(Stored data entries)
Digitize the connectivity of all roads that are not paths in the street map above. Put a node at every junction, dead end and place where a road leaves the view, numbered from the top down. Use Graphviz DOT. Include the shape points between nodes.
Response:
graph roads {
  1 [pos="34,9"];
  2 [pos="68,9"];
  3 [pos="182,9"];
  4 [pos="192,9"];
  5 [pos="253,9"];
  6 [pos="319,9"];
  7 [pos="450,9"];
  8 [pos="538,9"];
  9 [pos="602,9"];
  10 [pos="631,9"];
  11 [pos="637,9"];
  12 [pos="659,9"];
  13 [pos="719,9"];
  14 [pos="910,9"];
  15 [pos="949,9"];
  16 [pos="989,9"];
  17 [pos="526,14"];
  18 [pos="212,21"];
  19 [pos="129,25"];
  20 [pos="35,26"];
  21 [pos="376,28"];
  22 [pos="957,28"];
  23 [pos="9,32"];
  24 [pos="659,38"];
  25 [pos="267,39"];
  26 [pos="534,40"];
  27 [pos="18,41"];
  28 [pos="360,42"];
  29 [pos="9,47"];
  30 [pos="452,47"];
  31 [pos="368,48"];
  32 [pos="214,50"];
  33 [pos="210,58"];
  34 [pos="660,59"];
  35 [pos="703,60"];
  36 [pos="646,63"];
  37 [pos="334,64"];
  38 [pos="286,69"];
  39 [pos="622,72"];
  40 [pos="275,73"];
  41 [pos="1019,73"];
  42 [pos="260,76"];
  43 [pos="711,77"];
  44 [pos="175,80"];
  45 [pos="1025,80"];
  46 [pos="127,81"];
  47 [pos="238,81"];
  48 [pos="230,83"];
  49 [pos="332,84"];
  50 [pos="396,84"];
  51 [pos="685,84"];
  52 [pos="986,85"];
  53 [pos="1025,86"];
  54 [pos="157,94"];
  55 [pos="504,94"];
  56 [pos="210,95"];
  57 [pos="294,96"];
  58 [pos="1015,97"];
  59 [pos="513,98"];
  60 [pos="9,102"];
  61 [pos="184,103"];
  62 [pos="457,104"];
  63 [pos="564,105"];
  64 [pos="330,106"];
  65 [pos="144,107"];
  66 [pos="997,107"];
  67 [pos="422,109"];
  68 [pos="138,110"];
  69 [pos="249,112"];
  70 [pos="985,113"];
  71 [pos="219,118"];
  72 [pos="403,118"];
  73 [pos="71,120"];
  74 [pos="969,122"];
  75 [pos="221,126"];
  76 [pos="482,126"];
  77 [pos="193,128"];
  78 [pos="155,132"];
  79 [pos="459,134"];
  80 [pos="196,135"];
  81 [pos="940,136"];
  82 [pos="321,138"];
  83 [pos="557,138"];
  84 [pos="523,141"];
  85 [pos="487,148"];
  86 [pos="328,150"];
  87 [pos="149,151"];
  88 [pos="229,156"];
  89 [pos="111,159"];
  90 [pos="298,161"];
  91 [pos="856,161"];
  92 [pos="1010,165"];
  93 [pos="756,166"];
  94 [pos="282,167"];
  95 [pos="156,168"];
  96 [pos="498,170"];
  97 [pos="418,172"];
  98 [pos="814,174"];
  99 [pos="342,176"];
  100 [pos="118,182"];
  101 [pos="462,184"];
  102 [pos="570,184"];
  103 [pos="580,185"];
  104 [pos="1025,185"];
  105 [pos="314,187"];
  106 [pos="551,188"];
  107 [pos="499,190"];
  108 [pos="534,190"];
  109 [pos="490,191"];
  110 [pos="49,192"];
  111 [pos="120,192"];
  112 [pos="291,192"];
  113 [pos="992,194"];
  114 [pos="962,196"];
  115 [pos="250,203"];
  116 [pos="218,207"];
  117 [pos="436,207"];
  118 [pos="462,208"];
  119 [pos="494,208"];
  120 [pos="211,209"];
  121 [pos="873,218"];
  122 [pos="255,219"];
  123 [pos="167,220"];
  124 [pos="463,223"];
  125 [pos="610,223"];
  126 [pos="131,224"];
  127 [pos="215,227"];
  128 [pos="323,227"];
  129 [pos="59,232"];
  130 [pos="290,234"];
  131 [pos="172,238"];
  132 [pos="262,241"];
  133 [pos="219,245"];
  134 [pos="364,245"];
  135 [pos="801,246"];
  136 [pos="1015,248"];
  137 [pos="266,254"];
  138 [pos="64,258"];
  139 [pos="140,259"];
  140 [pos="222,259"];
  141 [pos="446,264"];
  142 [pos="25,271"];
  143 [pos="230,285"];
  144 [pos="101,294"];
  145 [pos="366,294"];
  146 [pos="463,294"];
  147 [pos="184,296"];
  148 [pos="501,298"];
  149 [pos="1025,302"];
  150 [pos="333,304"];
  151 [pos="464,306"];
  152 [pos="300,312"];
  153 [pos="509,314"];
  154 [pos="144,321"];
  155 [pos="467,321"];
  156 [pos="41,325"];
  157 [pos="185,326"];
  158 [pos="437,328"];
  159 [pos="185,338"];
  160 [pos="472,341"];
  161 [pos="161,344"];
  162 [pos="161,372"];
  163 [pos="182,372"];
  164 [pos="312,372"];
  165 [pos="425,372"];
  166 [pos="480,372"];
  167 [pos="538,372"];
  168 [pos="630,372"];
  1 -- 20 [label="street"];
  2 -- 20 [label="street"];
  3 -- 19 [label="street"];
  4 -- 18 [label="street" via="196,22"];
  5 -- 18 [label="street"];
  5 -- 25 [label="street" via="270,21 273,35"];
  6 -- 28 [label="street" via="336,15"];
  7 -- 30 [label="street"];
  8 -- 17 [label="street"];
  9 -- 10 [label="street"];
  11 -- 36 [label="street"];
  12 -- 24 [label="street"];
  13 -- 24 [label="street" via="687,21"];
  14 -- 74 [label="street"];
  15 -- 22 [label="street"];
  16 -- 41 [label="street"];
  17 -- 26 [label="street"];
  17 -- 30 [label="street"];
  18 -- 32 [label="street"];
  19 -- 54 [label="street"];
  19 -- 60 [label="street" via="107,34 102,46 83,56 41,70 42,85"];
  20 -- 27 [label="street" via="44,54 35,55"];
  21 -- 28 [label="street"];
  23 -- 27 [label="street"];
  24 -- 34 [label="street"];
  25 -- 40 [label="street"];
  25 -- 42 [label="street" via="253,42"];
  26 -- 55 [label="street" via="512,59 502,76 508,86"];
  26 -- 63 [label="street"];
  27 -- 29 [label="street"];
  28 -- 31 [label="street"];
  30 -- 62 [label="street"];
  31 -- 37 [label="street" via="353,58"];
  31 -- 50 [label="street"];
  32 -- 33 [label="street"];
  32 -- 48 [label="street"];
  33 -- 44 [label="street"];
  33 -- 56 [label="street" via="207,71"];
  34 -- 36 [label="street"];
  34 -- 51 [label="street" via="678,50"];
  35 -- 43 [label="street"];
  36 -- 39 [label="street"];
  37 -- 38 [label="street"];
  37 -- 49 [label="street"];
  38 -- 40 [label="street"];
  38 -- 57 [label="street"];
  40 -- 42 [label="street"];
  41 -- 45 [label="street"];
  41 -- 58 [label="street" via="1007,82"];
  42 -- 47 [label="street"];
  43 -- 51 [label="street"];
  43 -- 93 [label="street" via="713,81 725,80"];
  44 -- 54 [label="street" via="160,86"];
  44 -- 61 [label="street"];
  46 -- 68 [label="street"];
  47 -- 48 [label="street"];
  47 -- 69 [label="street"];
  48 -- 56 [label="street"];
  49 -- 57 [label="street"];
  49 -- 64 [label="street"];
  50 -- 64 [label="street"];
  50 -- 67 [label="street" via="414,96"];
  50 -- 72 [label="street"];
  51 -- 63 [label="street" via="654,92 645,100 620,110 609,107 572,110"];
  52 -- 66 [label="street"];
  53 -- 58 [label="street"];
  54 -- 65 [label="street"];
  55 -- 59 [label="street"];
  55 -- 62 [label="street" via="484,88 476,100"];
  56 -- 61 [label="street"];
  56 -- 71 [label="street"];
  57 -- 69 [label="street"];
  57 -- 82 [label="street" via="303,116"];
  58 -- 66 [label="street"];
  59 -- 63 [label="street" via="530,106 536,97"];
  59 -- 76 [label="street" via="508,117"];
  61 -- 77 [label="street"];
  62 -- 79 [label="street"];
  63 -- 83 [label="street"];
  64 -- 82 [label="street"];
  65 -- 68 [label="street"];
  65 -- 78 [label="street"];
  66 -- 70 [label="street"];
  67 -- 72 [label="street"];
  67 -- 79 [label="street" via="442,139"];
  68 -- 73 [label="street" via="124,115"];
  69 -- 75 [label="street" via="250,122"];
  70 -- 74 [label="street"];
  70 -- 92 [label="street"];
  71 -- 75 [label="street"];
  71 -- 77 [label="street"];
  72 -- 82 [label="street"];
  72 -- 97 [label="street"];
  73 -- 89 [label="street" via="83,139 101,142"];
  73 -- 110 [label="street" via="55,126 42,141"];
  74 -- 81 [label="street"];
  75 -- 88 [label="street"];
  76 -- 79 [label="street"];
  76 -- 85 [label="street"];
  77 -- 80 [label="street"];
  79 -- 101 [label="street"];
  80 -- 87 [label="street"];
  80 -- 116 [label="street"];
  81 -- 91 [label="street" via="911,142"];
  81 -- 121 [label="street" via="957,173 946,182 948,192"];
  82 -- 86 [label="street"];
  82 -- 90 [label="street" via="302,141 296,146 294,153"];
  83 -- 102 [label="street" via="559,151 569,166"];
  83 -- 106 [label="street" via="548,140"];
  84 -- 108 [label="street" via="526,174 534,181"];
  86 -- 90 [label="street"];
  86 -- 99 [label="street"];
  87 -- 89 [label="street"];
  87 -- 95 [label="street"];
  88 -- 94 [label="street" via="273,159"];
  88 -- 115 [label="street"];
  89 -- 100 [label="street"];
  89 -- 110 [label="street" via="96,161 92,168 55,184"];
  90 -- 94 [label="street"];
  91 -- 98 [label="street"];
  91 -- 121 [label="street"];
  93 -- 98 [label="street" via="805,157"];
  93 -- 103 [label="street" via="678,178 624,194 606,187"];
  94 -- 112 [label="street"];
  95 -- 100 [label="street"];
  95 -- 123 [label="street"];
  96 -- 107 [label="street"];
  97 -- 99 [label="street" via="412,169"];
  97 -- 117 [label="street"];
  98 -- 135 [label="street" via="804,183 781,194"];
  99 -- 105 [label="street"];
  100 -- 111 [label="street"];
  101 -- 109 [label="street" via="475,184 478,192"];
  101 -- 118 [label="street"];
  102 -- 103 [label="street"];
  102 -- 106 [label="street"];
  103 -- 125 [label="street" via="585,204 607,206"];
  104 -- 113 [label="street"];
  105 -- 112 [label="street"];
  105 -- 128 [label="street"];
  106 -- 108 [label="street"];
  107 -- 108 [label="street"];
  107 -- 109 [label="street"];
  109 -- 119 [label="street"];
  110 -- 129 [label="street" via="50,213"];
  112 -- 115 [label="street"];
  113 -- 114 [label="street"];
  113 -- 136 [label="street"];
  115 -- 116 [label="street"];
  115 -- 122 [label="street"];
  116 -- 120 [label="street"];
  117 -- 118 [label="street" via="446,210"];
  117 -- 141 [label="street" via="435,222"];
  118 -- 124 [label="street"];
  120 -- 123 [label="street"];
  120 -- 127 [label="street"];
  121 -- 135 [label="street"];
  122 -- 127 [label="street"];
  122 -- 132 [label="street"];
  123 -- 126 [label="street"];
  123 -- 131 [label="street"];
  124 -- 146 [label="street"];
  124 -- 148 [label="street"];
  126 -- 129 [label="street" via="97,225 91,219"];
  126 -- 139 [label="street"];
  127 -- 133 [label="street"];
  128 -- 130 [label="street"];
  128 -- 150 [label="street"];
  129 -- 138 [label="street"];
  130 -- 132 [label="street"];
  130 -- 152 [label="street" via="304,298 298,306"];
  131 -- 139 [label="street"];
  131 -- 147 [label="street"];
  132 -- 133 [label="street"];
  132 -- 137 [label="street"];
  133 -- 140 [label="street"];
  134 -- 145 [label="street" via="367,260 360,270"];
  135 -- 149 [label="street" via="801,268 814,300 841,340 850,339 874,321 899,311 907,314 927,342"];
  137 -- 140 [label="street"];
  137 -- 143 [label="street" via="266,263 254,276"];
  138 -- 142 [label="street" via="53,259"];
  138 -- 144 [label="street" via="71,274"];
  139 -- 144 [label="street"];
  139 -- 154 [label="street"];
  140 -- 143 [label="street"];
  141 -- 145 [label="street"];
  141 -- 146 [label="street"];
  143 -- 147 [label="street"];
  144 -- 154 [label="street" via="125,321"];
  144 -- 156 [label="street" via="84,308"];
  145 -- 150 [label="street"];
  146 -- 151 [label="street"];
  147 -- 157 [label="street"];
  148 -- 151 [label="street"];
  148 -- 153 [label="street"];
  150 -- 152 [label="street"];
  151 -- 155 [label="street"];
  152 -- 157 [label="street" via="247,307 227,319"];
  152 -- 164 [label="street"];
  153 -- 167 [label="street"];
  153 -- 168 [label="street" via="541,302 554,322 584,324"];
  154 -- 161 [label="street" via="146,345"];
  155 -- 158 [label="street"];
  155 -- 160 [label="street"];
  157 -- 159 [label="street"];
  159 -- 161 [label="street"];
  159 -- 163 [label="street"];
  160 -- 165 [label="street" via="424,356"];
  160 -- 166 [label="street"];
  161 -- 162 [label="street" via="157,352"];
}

Goal of the exercise — Go through the records and gather the lines that hold "roads".

Problem solution —
Digitize the connectivity of all roads that are not paths in the street map above. Put a node at every junction, dead end and place where a road leaves the view, numbered from the top down. Use Graphviz DOT. Include the shape points between nodes.
graph roads {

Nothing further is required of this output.